Belarus: At least 422 detained during the Freedom Day protests

(Paris, Minsk) Lukashenka’s administration continues its crackdown on Belarusian civil society with new arbitrary detentions, as the protests regain momentum this spring. FIDH condemns in the strongest terms the violent dispersal of peaceful protesters on 25 and 27 March and urges the Belarus authorities to stop obstructing Belarus citizens’ exercise of their legitimate right of peaceful assembly.

On Freedom Day, March 25, marking the anniversary of the 1918 proclamation of independence by the Belarusian National Republic, demonstrations reemerged in Belarus with renewed vigour, several months after the waning of peaceful protests triggered by the 2020 presidential election fraud. Reportedly, several hundred protesters took to the streets of Minsk and other cities on 25 and 27 March despite the widespread violence against the opposition and preventive detentions aimed at deterring turnout. Among protesters’ demands were an end to violence, the release of political prisoners, and for all those responsible for human rights violations committed by Lukashenka’s regime to be brought to justice.

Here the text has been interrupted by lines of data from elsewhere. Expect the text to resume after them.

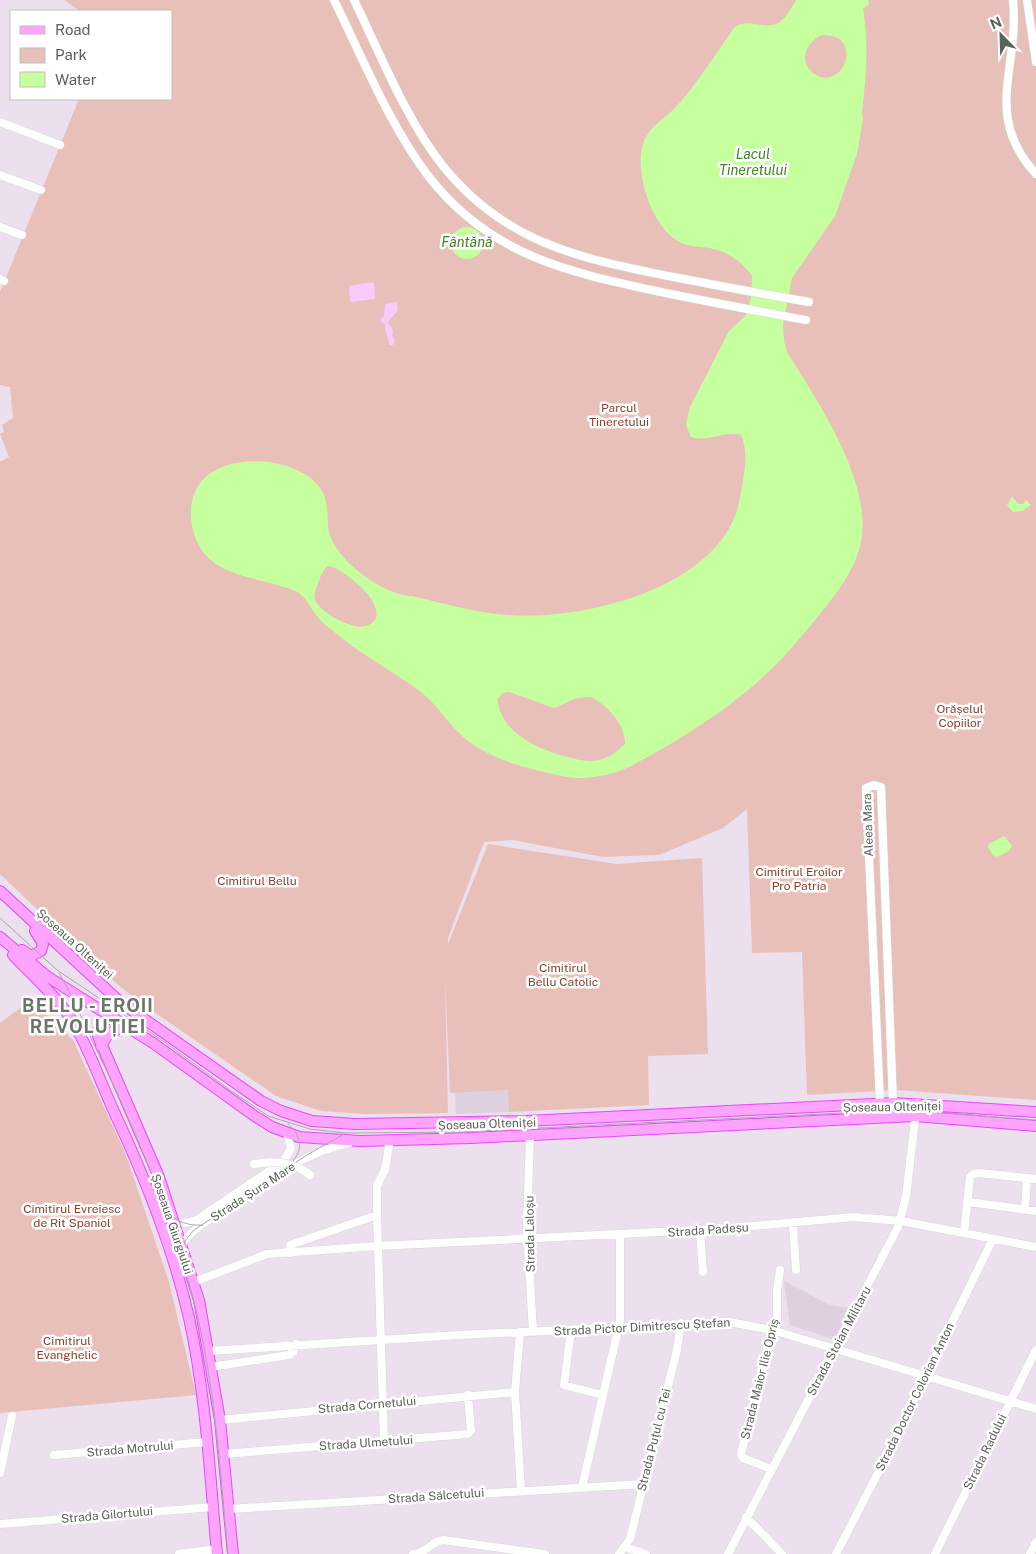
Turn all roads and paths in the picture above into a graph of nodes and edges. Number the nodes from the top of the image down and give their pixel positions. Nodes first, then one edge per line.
1 (334, 0) edge
2 (354, 0) edge
3 (1013, 0) edge
4 (1027, 0) edge
5 (1036, 62) edge
6 (0, 122) edge
7 (424, 140) junction
8 (60, 144) dead end
9 (410, 149) junction
10 (1036, 174) edge
11 (0, 175) edge
12 (41, 190) dead end
13 (475, 200) junction
14 (461, 212) junction
15 (0, 227) edge
16 (22, 235) dead end
17 (634, 269) junction
18 (630, 286) junction
19 (721, 286) junction
20 (809, 302) dead end
21 (718, 303) junction
22 (806, 320) dead end
23 (0, 891) edge
24 (20, 910) junction
25 (0, 935) edge
26 (0, 942) edge
27 (120, 1002) junction
28 (110, 1014) junction
29 (127, 1025) junction
30 (102, 1046) junction
31 (880, 1103) junction
32 (893, 1103) junction
33 (917, 1103) junction
34 (1036, 1112) edge
35 (915, 1116) junction
36 (1036, 1126) edge
37 (287, 1133) junction
38 (530, 1135) junction
39 (387, 1140) junction
40 (360, 1141) junction
41 (254, 1164) dead end
42 (310, 1175) dead end
43 (1027, 1178) junction
44 (1036, 1179) edge
45 (968, 1202) junction
46 (1025, 1209) junction
47 (1036, 1211) edge
48 (377, 1215) junction
49 (174, 1220) junction
50 (901, 1221) junction
51 (185, 1223) junction
52 (794, 1224) junction
53 (203, 1225) junction
54 (700, 1230) junction
55 (964, 1233) junction
56 (620, 1235) junction
57 (528, 1239) junction
58 (993, 1240) junction
59 (182, 1245) junction
60 (377, 1246) junction
61 (1036, 1247) edge
62 (290, 1252) junction
63 (780, 1270) dead end
64 (796, 1270) dead end
65 (703, 1272) dead end
66 (194, 1282) junction
67 (681, 1323) junction
68 (618, 1328) junction
69 (571, 1330) junction
70 (772, 1330) junction
71 (520, 1332) junction
72 (533, 1332) junction
73 (379, 1340) junction
74 (296, 1344) junction
75 (835, 1349) junction
76 (1036, 1350) edge
77 (209, 1351) junction
78 (211, 1367) junction
79 (925, 1377) junction
80 (515, 1392) junction
81 (468, 1395) junction
82 (602, 1395) junction
83 (1010, 1401) junction
84 (382, 1404) junction
85 (1036, 1409) edge
86 (12, 1416) dead end
87 (220, 1420) junction
88 (384, 1441) junction
89 (207, 1442) junction
90 (224, 1454) junction
91 (54, 1455) dead end
92 (771, 1469) junction
93 (0, 1473) edge
94 (643, 1484) junction
95 (582, 1487) junction
96 (521, 1490) junction
97 (213, 1506) junction
98 (229, 1509) junction
99 (746, 1517) junction
100 (0, 1524) edge
101 (1036, 1542) edge
102 (625, 1547) junction
103 (217, 1551) edge
104 (179, 1554) edge
105 (233, 1554) edge
106 (413, 1554) edge
107 (545, 1554) edge
108 (619, 1554) edge
109 (646, 1554) edge
110 (728, 1554) edge
111 (782, 1554) edge
112 (836, 1554) edge
113 (935, 1554) edge
114 (1030, 1554) edge

1 - 9 street
2 - 7 street
3 - 10 street
4 - 5 street
6 - 8 street
7 - 9 street
7 - 13 street
9 - 14 street
11 - 12 street
13 - 14 street
13 - 17 street
14 - 18 street
15 - 16 street
17 - 18 street
17 - 19 street
18 - 21 street
19 - 20 street
19 - 21 street
21 - 22 street
23 - 24 main road
24 - 25 main road
24 - 27 main road, Șoseaua Olteniței
25 - 28 main road, Șoseaua Olteniței
26 - 89 main road, Șoseaua Giurgiului
27 - 28 main road, Șoseaua Giurgiului
27 - 31 main road, Șoseaua Olteniței
28 - 29 main road, Șoseaua Olteniței
28 - 30 main road, Șoseaua Giurgiului
29 - 30 main road
29 - 37 main road, Șoseaua Olteniței
30 - 49 main road, Șoseaua Giurgiului
31 - 32 main road, Șoseaua Olteniței
31 - 32 street, Aleea Mara
32 - 33 main road, Șoseaua Olteniței
33 - 34 main road, Șoseaua Olteniței
33 - 35 street, Strada Stoian Militaru
35 - 36 main road, Șoseaua Olteniței
35 - 38 main road, Șoseaua Olteniței
35 - 50 street, Strada Stoian Militaru
37 - 40 main road, Șoseaua Olteniței
37 - 51 street, Strada Șura Mare
38 - 39 main road, Șoseaua Olteniței
38 - 57 street, Strada Laloșu
39 - 40 main road, Șoseaua Olteniței
39 - 48 street
40 - 53 street, Strada Șura Mare
41 - 42 street, bridge
43 - 44 street
43 - 45 street
43 - 46 street
45 - 46 street
45 - 55 street
46 - 47 street
48 - 60 street
48 - 62 street
49 - 51 street
49 - 59 main road, Șoseaua Giurgiului
50 - 52 street, Strada Padeșu
50 - 55 street, Strada Padeșu
50 - 75 street, Strada Stoian Militaru
51 - 53 street
52 - 54 street, Strada Padeșu
52 - 64 street
53 - 59 street, Strada Șura Mare
54 - 56 street, Strada Padeșu
54 - 65 street
55 - 58 street, Strada Padeșu
56 - 57 street, Strada Padeșu
56 - 68 street
57 - 60 street, Strada Padeșu
57 - 72 street, Strada Laloșu
58 - 61 street, Strada Padeșu
58 - 79 street, Strada Doctor Colorian Anton
59 - 66 main road, Șoseaua Giurgiului
60 - 62 street, Strada Padeșu
60 - 73 street
62 - 66 street, Strada Padeșu
63 - 70 street, Strada Maior Ilie Opriș
66 - 77 main road, Șoseaua Giurgiului
67 - 68 street, Strada Pictor Dimitrescu Ștefan
67 - 70 street, Strada Pictor Dimitrescu Ștefan
67 - 94 street, Strada Puțul cu Tei
68 - 69 street, Strada Pictor Dimitrescu Ștefan
68 - 82 street
69 - 72 street, Strada Pictor Dimitrescu Ștefan
69 - 82 street
70 - 75 street, Strada Pictor Dimitrescu Ștefan
70 - 92 street, Strada Maior Ilie Opriș
71 - 72 street, Strada Pictor Dimitrescu Ștefan
71 - 73 street, Strada Pictor Dimitrescu Ștefan
71 - 80 street
73 - 74 street, Strada Pictor Dimitrescu Ștefan
73 - 84 street
74 - 77 street, Strada Pictor Dimitrescu Ștefan
74 - 78 street
75 - 79 street, Strada Pictor Dimitrescu Ștefan
75 - 92 street, Strada Stoian Militaru
76 - 83 street, Strada Radului
77 - 78 main road, Șoseaua Giurgiului
78 - 87 main road, Șoseaua Giurgiului
79 - 83 street, Strada Pictor Dimitrescu Ștefan
79 - 112 street, Strada Doctor Colorian Anton
80 - 81 street, Strada Cornetului
80 - 96 street
81 - 84 street, Strada Cornetului
81 - 88 street, Strada Ulmetului
82 - 95 street
83 - 85 street, Strada Pictor Dimitrescu Ștefan
83 - 113 street, Strada Radului
84 - 87 street, Strada Cornetului
84 - 88 street
86 - 93 street
87 - 90 main road, Șoseaua Giurgiului
88 - 90 street, Strada Ulmetului
89 - 91 street, Strada Motrului
89 - 97 main road, Șoseaua Giurgiului
90 - 98 main road, Șoseaua Giurgiului
92 - 99 street, Strada Stoian Militaru
94 - 95 street, Strada Sălcetului
94 - 102 street, Strada Puțul cu Tei
95 - 96 street, Strada Sălcetului
96 - 98 street, Strada Sălcetului
97 - 100 street, Strada Gilortului
97 - 103 main road, Șoseaua Giurgiului
98 - 105 main road, Șoseaua Giurgiului
99 - 110 street, Strada Stoian Militaru
99 - 111 street
101 - 114 street
102 - 108 street, Strada Puțul cu Tei
102 - 109 street
103 - 104 street
106 - 107 street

The protesters were violently dispersed by the riot police. At the time of writing, FIDH’s member organisation — Viasna Human Rights Centre— has confirmed at least 175 arbitrary detentions following the March 25 protests and 247 more, including five journalists, following Saturday’s protests. As the protesters were spread across the streets and yards and were thus difficult to identify in the absence of a single large gathering, the police indiscriminately detained alleged protesters and passers-by and threw them into police minivans. Some of those detained were subjected to violence and abuse by the police during the arrests. FIDH emphasises that, according to the international human rights standards, the use of unnecessary and excessive force against peaceful protesters constitutes an undue interference with the right of peaceful assembly.

On the eve of the 27 March protests, the Belarus Investigative Committee announced the opening of a criminal case under article 342 of the Criminal Code (“the organisation and preparation of actions that grossly violate public order, or active participation in them"). The case targets Telegram channels for the calls to participate in the “unsanctioned assemblies” in an attempt to discredit the protests and minimise the public support for them, in violation of international standards.

Freedom of assembly, including so-called unorganised and unauthorised protests, is a fundamental human right. Along with the closely related rights to freedom of association and freedom of expression, it is protected by the Belarusian Constitution and international human rights law, including the International Covenant on Civil and Political Rights. FIDH recalls that United Nations human rights mechanisms have repeatedly highlighted the fact that the legal framework governing assemblies in Belarus does not meet international norms and standards, and have made recommendations thereon.

FIDH has closely monitored the ongoing political crisis in Belarus for almost a year. Since May 2020, over 30,000 peaceful protesters have been detained by the regime, thousands reported inhuman treatment, police violence, beatings, rape, and torture. Viasna HRC has recognised 322 people as political prisoners, but thousands remain behind bars allegedly for protest-related activity.

Those ongoing events demonstrate the government’s determination to suppress all forms of dissent and free expression of the people of Belarus, including through mass violence. FIDH reiterates its call for Belarus authorities to stop the violence against peaceful protesters and journalists and free all political prisoners in the country.